To prevent unwanted downtime requires regular comprehensive service work. In one of the data center checks were carried out only in relation to the DSU. The UPS regularly showed 10 minutes of autonomy, but no one served it. The age of batteries by that time exceeded 5 years, and during one of the combat launches they were able to work only 29 seconds. While DSU started up and was able to take over the load after only 33 seconds. In addition, all the equipment was powered by one UPS (the second was decided to be abandoned at the implementation stage due to budget constraints). In the end - the fall of the data center. Full restoration of all computing systems took about 12 hours.
Major errors:
• Failure at the implementation stage of the second UPS. Difficult times are over, but the second UPS has not been acquired.
• Lack of comprehensive maintenance of all engineering data center systems. With regular maintenance of the UPS, their unsatisfactory condition would be known in advance.

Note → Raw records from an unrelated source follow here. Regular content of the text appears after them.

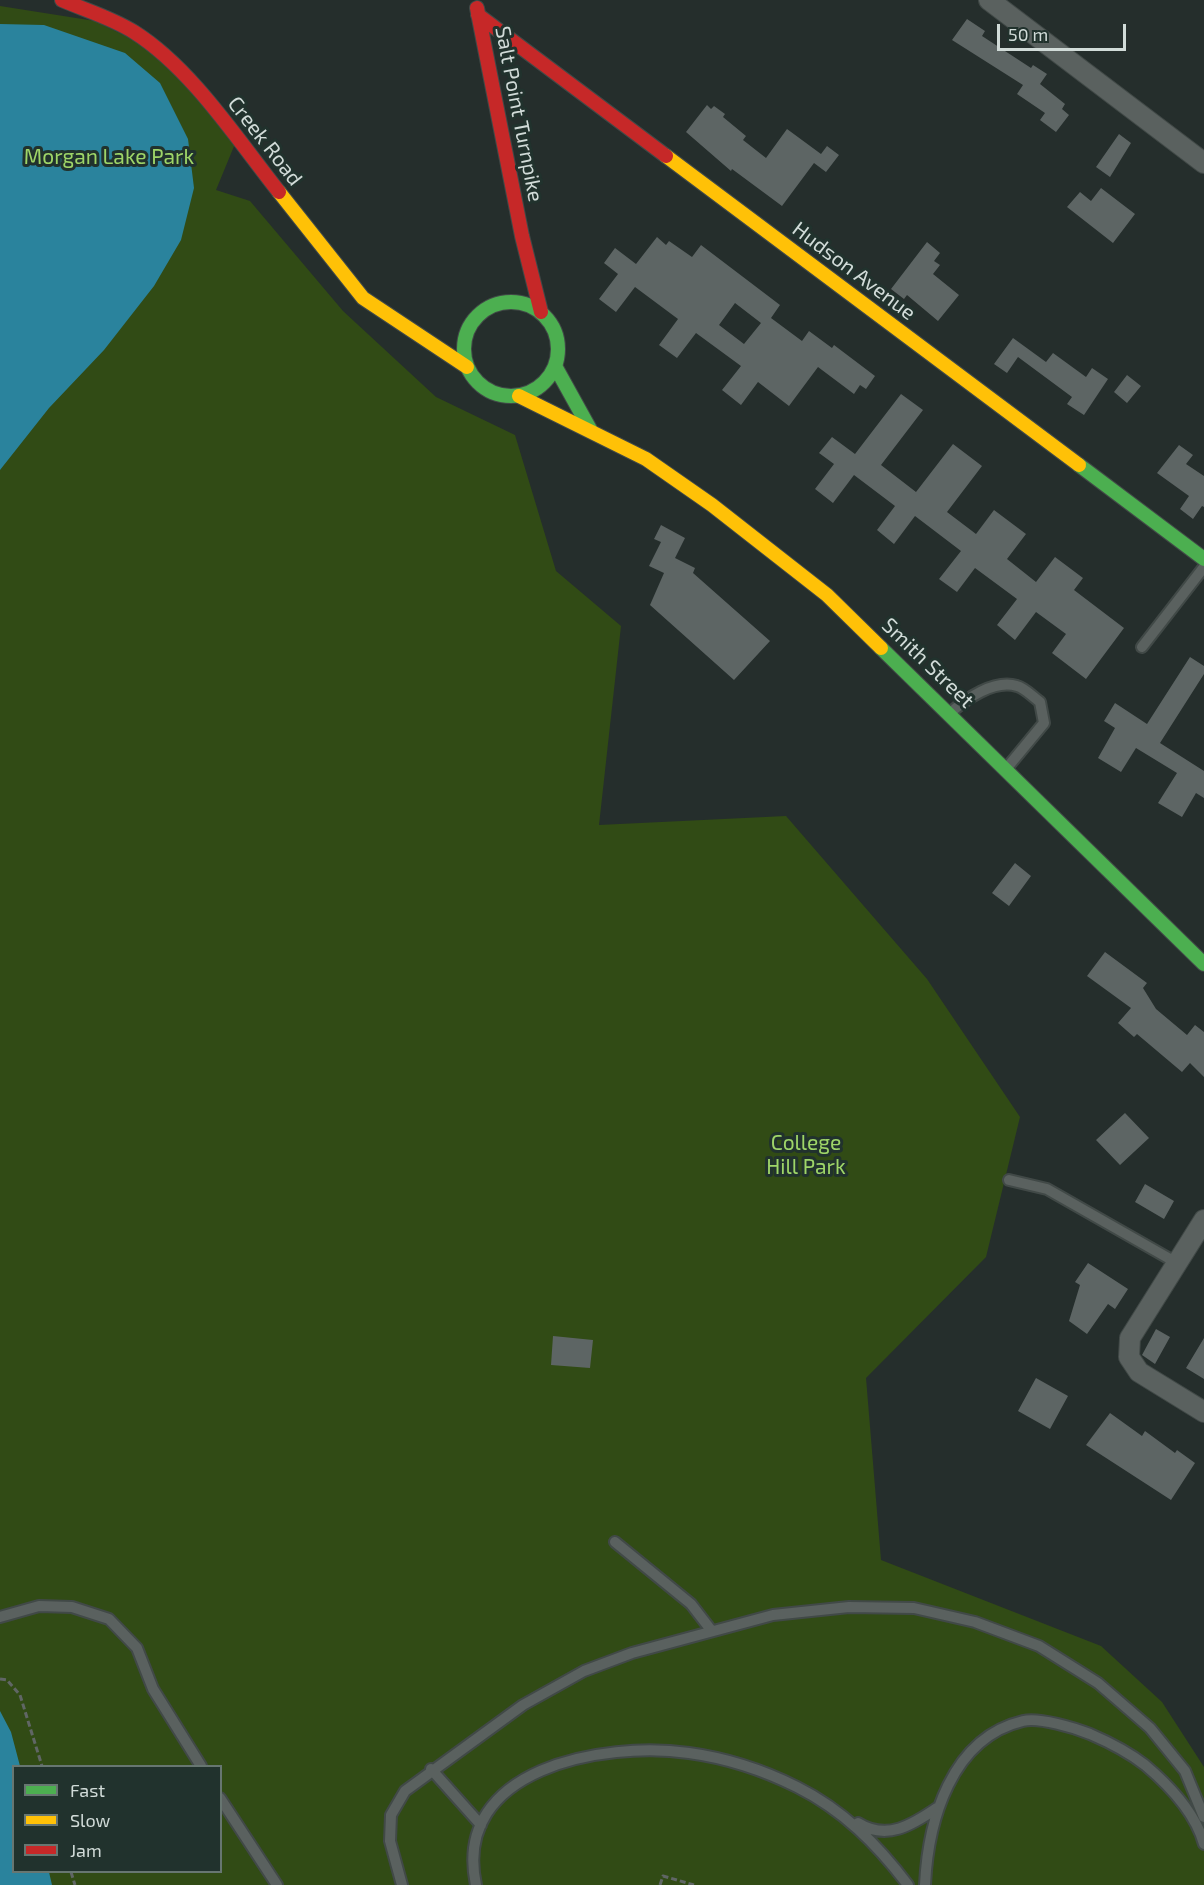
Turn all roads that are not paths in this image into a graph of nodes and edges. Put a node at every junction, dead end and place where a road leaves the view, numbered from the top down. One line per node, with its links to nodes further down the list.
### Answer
1 (62, 0): 14 (street, Creek Road)
2 (476, 0): 4 (street, Salt Point Turnpike)
3 (989, 0): 5 (street)
4 (478, 15): 6 (street, Salt Point Turnpike); 19 (street, Hudson Avenue)
5 (1204, 163)
6 (522, 236): 7 (street, Salt Point Turnpike); 10 (street, Salt Point Turnpike)
7 (515, 265)
8 (510, 286): 9 (street)
9 (506, 302): 10 (street); 11 (street)
10 (541, 312): 15 (street)
11 (470, 326): 12 (street); 16 (street)
12 (455, 329)
13 (438, 330): 14 (street)
14 (416, 332): 16 (street, Creek Road)
15 (555, 366): 17 (street); 18 (street)
16 (467, 367): 17 (street)
17 (519, 396): 18 (street, Smith Street)
18 (591, 431): 22 (street, Smith Street)
19 (1204, 560)
20 (1204, 567): 21 (lane)
21 (1142, 647)
22 (950, 713): 23 (street, Smith Street); 23 (lane)
23 (1006, 770): 24 (street, Smith Street)
24 (1204, 964)
25 (1009, 1180): 27 (lane)
26 (1204, 1220): 27 (street)
27 (1177, 1263): 28 (street)
28 (1204, 1412)
29 (615, 1542): 31 (lane)
30 (0, 1617): 32 (lane)
31 (711, 1630): 33 (lane); 37 (lane)
32 (200, 1765)
33 (431, 1769): 38 (lane); 41 (lane)
34 (222, 1801): 40 (lane)
35 (936, 1808): 36 (lane); 39 (lane); 44 (lane)
36 (842, 1814): 38 (lane); 43 (lane)
37 (1204, 1817)
38 (481, 1825): 42 (lane)
39 (1204, 1844)
40 (277, 1885)
41 (402, 1885)
42 (476, 1885)
43 (908, 1885)
44 (925, 1885)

• Lack of regulations for routine maintenance of the data center and chaos during its operation.
Current migration paths
Are your UPSs reserved and do you maintain them regularly? Well done, but do not even think about it! Reserve also the data center power supply cable lines, and install 2 ATS, which completely reserve each other. Ideally, they should be connected to different independent electrical panels. In the extreme case, you can stretch two lines from one shield, so that the situation does not work out, like at one of our customers.
When implementing the dispatching system in a small but significant data center, it was necessary to install current transformers on the main input. The problem was that there was only one input, and it was impossible to de-energize the data center. After all the preparatory work, the power was turned off. While the data center equipment was battery powered, the installers worked tirelessly, and the engineer, wiping sweat from his forehead, counted the minutes on the UPS display.
Major errors:
• The dispatching system was undeservedly forgotten in the design.

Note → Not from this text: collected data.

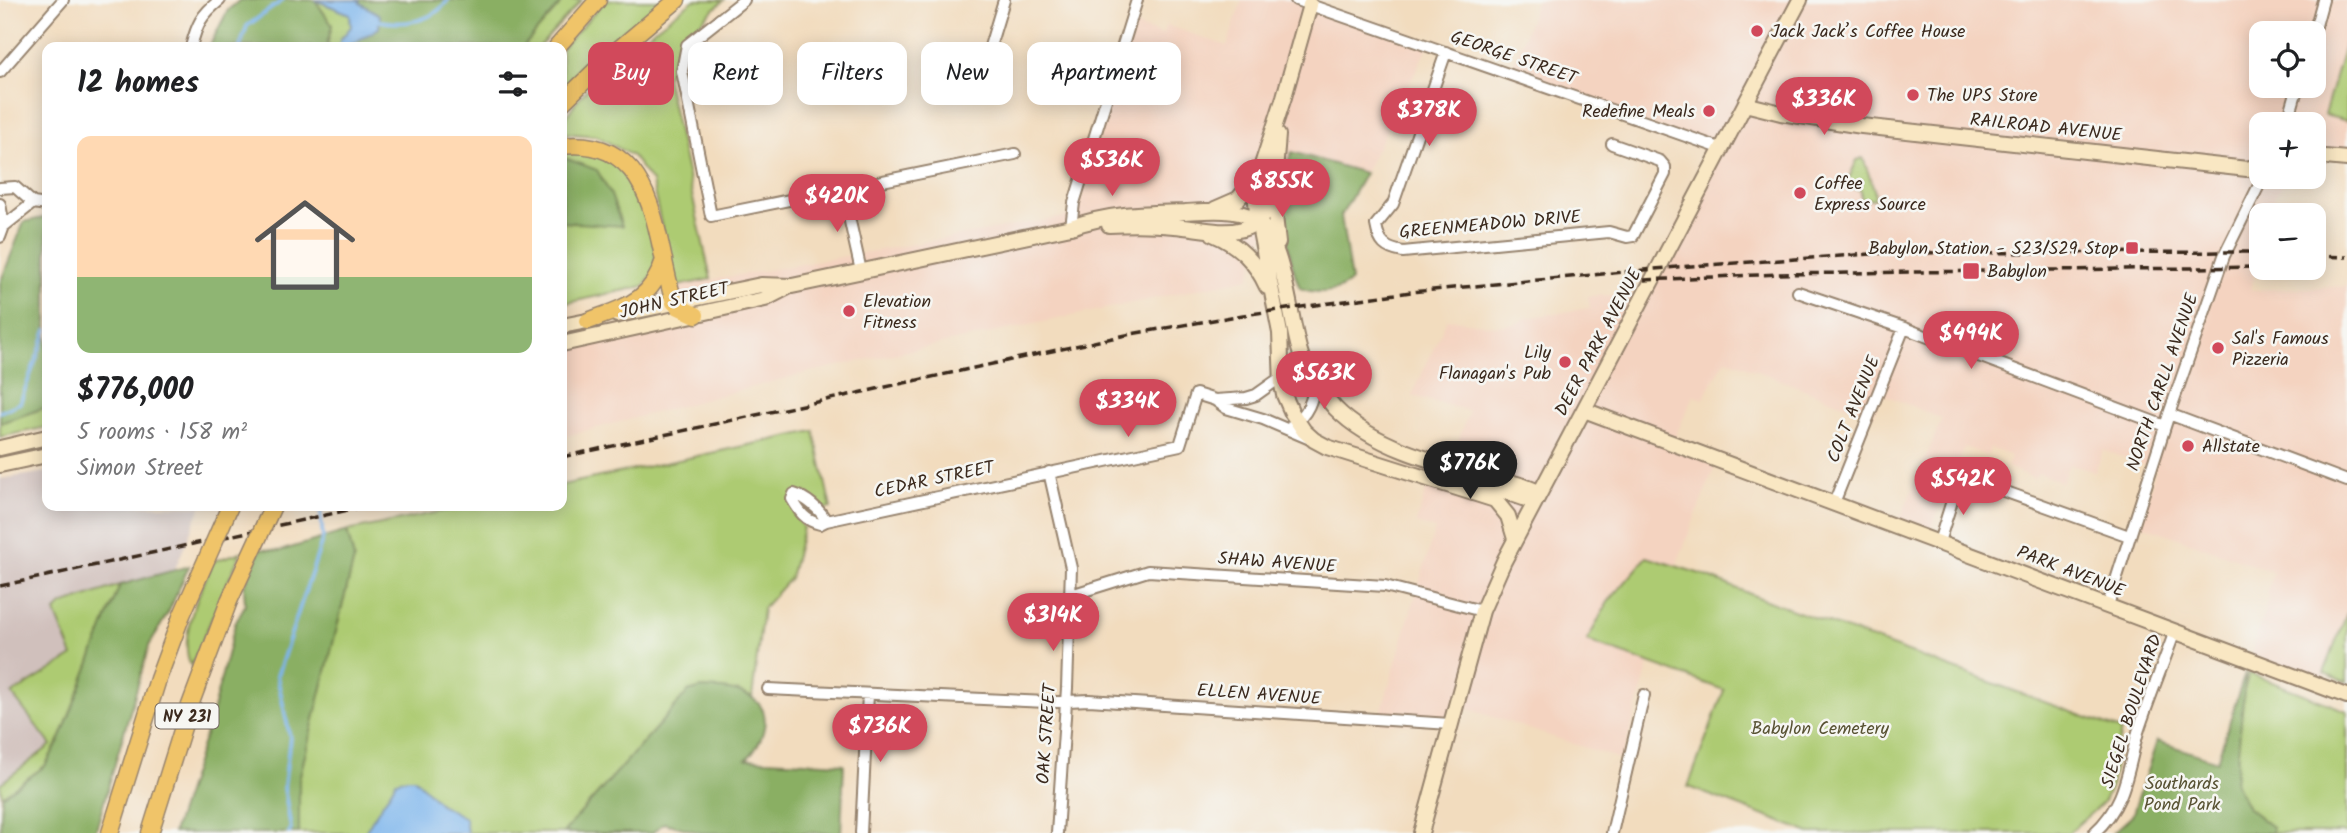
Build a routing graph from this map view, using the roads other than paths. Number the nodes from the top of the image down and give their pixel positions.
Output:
1 (63, 0) edge
2 (220, 0) edge
3 (598, 0) edge
4 (677, 0) edge
5 (744, 0) edge
6 (1004, 0) edge
7 (1137, 0) edge
8 (1800, 0) edge
9 (2323, 0) edge
10 (1306, 2) edge
11 (2317, 21) edge
12 (192, 42) edge
13 (560, 42) edge
14 (991, 42) edge
15 (1446, 52) junction
16 (0, 72) edge
17 (1284, 97) junction
18 (567, 98) edge
19 (1745, 104) junction
20 (1612, 144) dead end
21 (567, 146) edge
22 (1720, 149) junction
23 (1015, 154) dead end
24 (2326, 157) edge
25 (2347, 159) edge
26 (2249, 168) edge
27 (1259, 174) junction
28 (0, 188) edge
29 (2257, 189) edge
30 (844, 190) junction
31 (1273, 197) junction
32 (33, 203) junction
33 (0, 204) edge
34 (42, 204) edge
35 (1204, 211) junction
36 (1258, 221) junction
37 (1071, 227) junction
38 (1206, 230) junction
39 (2, 232) edge
40 (664, 260) junction
41 (1281, 269) junction
42 (861, 271) junction
43 (792, 286) junction
44 (1798, 292) dead end
45 (1272, 296) junction
46 (674, 302) junction
47 (696, 315) junction
48 (587, 321) junction
49 (567, 326) edge
50 (1904, 328) junction
51 (567, 343) edge
52 (1281, 375) junction
53 (1315, 382) junction
54 (1215, 400) junction
55 (1584, 410) junction
56 (2169, 414) junction
57 (1291, 425) junction
58 (2165, 426) junction
59 (42, 439) edge
60 (0, 448) edge
61 (42, 456) edge
62 (0, 465) edge
63 (1049, 472) junction
64 (1412, 473) junction
65 (2347, 481) edge
66 (1537, 497) junction
67 (1834, 503) junction
68 (228, 511) edge
69 (271, 511) edge
70 (826, 521) dead end
71 (2129, 536) junction
72 (1515, 539) junction
73 (1939, 542) junction
74 (1071, 595) junction
75 (2108, 605) junction
76 (1482, 611) junction
77 (2175, 631) junction
78 (768, 689) dead end
79 (868, 694) junction
80 (1644, 695) dead end
81 (2347, 696) edge
82 (1066, 702) junction
83 (1450, 724) junction
84 (110, 833) edge
85 (150, 833) edge
86 (861, 833) edge
87 (1057, 833) edge
88 (1421, 833) edge
89 (1612, 833) edge
90 (2094, 833) edge

1 - 16 street
2 - 12 street
3 - 13 main road
4 - 18 main road
5 - 30 street
6 - 14 street
7 - 37 street
8 - 19 main road, DEER PARK AVENUE
9 - 11 street
10 - 15 street, GEORGE STREET
10 - 17 main road
15 - 20 street, GREENMEADOW DRIVE
15 - 22 street, GEORGE STREET
17 - 27 main road
17 - 31 main road
19 - 22 main road, DEER PARK AVENUE
19 - 26 main road, RAILROAD AVENUE
21 - 40 main road
22 - 55 main road, DEER PARK AVENUE
23 - 30 street
24 - 25 main road
27 - 35 main road, JOHN STREET
27 - 36 main road
28 - 32 street
29 - 56 street, NORTH CARLL AVENUE
30 - 42 street
31 - 36 main road
31 - 41 main road
32 - 34 street
32 - 39 street
33 - 39 street
35 - 36 main road, JOHN STREET
35 - 37 main road, JOHN STREET
36 - 38 main road, JOHN STREET
36 - 41 main road
36 - 45 main road
37 - 38 main road, JOHN STREET
37 - 42 main road, JOHN STREET
38 - 45 main road, JOHN STREET
40 - 46 main road
40 - 48 main road
41 - 53 main road
42 - 43 main road, JOHN STREET
43 - 46 main road, JOHN STREET
43 - 47 main road, JOHN STREET
44 - 50 street
45 - 52 main road
46 - 47 main road
46 - 48 main road, JOHN STREET
47 - 51 main road, JOHN STREET
48 - 49 main road, JOHN STREET
50 - 58 street
50 - 67 street, COLT AVENUE
52 - 53 street
52 - 54 street
52 - 57 main road
53 - 57 street
53 - 66 main road
54 - 57 street
54 - 63 street, CEDAR STREET
55 - 66 main road, DEER PARK AVENUE
55 - 67 main road, PARK AVENUE
56 - 58 street, NORTH CARLL AVENUE
56 - 65 street
57 - 64 main road
58 - 71 street, NORTH CARLL AVENUE
59 - 60 main road
61 - 62 main road
63 - 70 street, CEDAR STREET
63 - 74 street, OAK STREET
64 - 66 main road
64 - 72 main road
66 - 72 main road, DEER PARK AVENUE
67 - 73 main road, PARK AVENUE
68 - 84 main road, NY 231, bridge
69 - 85 main road, NY 231, bridge
71 - 73 street
71 - 75 street, NORTH CARLL AVENUE
72 - 76 main road, DEER PARK AVENUE
73 - 75 main road, PARK AVENUE
74 - 76 street, SHAW AVENUE
74 - 82 street, OAK STREET
75 - 77 main road, PARK AVENUE
76 - 83 main road, DEER PARK AVENUE
77 - 81 main road, PARK AVENUE
77 - 90 street, SIEGEL BOULEVARD
78 - 79 street, ELLEN AVENUE
79 - 82 street, ELLEN AVENUE
79 - 86 street
80 - 89 street
82 - 83 street, ELLEN AVENUE
82 - 87 street, OAK STREET
83 - 88 main road, DEER PARK AVENUE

• The data center power line has not been reserved.
It became hot
The “chiller-fan coil” system is an air conditioning system in which coolant fluid circulating under relatively low pressure — ordinary water (in a tropical climate) or an aqueous solution of ethylene glycol (in temperate and cold climates).
Do not forget about the reservation of air conditioning systems. Over the past two months, two projects have been seen to cool the data center using the chiller-fan-coil system without reserving the route between the chillers and dry coolers. Using this solution in real life with a high degree of probability leads to a data center downtime. In case of replacement of the coolant (which is not uncommon), only the backup route can keep the cooling system, and hence the entire data center, working.
Another very important point - the separation of external and internal cooling circuits. So in one project on the roof of the seventh floor it was proposed to install two two-ton chillers, a cold storage tank, a powerful pumping-up pumping station. The delivery and return flow of two hundred meters was planned directly from the roof to the cooling units in the data center, which was located in the basement. As a result, with even a small pipe breakthrough or loose connections of the internal cooling units, all ten tons of ethylene glycol under pressure could flood the data center and the switchboard customer.
Do not forget about reserving not only computing equipment, but also basic engineering systems, and let your data center work forever!